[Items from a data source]

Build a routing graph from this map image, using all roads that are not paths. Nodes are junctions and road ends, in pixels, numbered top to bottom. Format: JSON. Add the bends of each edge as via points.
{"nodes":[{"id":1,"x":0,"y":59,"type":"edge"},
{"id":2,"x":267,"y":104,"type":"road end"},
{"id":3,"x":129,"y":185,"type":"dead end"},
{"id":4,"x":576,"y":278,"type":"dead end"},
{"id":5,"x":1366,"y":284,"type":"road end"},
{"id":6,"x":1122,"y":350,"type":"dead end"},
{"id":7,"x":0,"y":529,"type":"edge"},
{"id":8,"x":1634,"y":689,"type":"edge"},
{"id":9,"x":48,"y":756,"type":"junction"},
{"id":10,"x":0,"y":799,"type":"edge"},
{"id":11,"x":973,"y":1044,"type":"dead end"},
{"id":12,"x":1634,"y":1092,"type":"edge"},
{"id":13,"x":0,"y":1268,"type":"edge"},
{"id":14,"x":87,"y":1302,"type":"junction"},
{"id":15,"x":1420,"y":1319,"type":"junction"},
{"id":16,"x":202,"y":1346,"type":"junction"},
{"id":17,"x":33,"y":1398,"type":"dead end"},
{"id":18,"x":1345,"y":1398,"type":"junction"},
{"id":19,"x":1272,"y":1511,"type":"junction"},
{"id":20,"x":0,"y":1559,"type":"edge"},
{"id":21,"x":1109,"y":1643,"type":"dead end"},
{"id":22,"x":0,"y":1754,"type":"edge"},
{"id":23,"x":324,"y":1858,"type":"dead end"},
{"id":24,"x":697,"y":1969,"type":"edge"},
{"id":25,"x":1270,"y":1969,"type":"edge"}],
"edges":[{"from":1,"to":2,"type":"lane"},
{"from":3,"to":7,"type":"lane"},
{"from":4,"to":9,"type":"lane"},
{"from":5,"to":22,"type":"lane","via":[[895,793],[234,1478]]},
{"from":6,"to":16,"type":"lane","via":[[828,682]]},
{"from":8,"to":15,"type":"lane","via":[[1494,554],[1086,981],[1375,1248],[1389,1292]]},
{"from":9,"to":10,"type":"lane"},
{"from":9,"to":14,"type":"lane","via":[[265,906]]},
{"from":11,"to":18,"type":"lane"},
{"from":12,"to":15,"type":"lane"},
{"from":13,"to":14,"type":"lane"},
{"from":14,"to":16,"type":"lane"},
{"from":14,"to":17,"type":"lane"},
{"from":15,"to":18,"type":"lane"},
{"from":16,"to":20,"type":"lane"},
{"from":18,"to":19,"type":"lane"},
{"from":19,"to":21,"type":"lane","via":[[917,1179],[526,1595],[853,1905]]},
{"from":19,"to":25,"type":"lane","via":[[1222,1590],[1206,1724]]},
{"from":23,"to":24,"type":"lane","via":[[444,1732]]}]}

What you are asked to do.
Across the entries above, how many lines contain the string "road"? The number alone is the answer.

Exercise solution.
3